### Work order
Your reply should consist of the listing, copied exactly.

### Recorded data
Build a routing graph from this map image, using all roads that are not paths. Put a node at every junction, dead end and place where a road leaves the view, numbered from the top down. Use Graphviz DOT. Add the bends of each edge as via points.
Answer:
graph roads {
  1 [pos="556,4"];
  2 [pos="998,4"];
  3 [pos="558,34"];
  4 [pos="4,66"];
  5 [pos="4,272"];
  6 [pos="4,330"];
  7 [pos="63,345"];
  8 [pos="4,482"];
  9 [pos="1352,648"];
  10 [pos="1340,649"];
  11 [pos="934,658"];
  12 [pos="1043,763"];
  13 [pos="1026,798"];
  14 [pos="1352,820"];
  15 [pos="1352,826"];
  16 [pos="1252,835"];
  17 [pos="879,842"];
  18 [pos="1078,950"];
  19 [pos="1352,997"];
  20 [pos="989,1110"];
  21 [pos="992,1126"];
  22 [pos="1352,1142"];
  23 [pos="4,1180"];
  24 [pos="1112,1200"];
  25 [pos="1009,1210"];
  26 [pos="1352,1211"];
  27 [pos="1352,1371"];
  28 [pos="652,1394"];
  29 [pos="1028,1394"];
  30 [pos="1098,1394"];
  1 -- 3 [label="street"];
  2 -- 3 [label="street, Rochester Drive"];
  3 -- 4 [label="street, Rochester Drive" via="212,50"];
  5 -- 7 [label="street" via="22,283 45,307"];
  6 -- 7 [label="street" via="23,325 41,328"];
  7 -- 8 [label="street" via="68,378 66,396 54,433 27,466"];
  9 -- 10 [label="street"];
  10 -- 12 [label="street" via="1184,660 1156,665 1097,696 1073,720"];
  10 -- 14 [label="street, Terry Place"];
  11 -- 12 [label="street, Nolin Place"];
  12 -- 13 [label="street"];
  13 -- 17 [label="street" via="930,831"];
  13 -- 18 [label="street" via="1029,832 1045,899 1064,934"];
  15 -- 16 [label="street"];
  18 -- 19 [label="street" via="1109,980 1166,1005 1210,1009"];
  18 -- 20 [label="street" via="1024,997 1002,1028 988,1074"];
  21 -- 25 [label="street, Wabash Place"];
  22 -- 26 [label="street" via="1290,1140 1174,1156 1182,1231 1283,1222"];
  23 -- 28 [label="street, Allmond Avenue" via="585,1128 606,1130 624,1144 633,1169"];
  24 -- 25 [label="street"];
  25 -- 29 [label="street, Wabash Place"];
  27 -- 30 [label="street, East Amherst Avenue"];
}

### Output of the exercise
Build a routing graph from this map image, using all roads that are not paths. Put a node at every junction, dead end and place where a road leaves the view, numbered from the top down. Use Graphviz DOT. Add the bends of each edge as via points.
Answer:
graph roads {
  1 [pos="556,4"];
  2 [pos="998,4"];
  3 [pos="558,34"];
  4 [pos="4,66"];
  5 [pos="4,272"];
  6 [pos="4,330"];
  7 [pos="63,345"];
  8 [pos="4,482"];
  9 [pos="1352,648"];
  10 [pos="1340,649"];
  11 [pos="934,658"];
  12 [pos="1043,763"];
  13 [pos="1026,798"];
  14 [pos="1352,820"];
  15 [pos="1352,826"];
  16 [pos="1252,835"];
  17 [pos="879,842"];
  18 [pos="1078,950"];
  19 [pos="1352,997"];
  20 [pos="989,1110"];
  21 [pos="992,1126"];
  22 [pos="1352,1142"];
  23 [pos="4,1180"];
  24 [pos="1112,1200"];
  25 [pos="1009,1210"];
  26 [pos="1352,1211"];
  27 [pos="1352,1371"];
  28 [pos="652,1394"];
  29 [pos="1028,1394"];
  30 [pos="1098,1394"];
  1 -- 3 [label="street"];
  2 -- 3 [label="street, Rochester Drive"];
  3 -- 4 [label="street, Rochester Drive" via="212,50"];
  5 -- 7 [label="street" via="22,283 45,307"];
  6 -- 7 [label="street" via="23,325 41,328"];
  7 -- 8 [label="street" via="68,378 66,396 54,433 27,466"];
  9 -- 10 [label="street"];
  10 -- 12 [label="street" via="1184,660 1156,665 1097,696 1073,720"];
  10 -- 14 [label="street, Terry Place"];
  11 -- 12 [label="street, Nolin Place"];
  12 -- 13 [label="street"];
  13 -- 17 [label="street" via="930,831"];
  13 -- 18 [label="street" via="1029,832 1045,899 1064,934"];
  15 -- 16 [label="street"];
  18 -- 19 [label="street" via="1109,980 1166,1005 1210,1009"];
  18 -- 20 [label="street" via="1024,997 1002,1028 988,1074"];
  21 -- 25 [label="street, Wabash Place"];
  22 -- 26 [label="street" via="1290,1140 1174,1156 1182,1231 1283,1222"];
  23 -- 28 [label="street, Allmond Avenue" via="585,1128 606,1130 624,1144 633,1169"];
  24 -- 25 [label="street"];
  25 -- 29 [label="street, Wabash Place"];
  27 -- 30 [label="street, East Amherst Avenue"];
}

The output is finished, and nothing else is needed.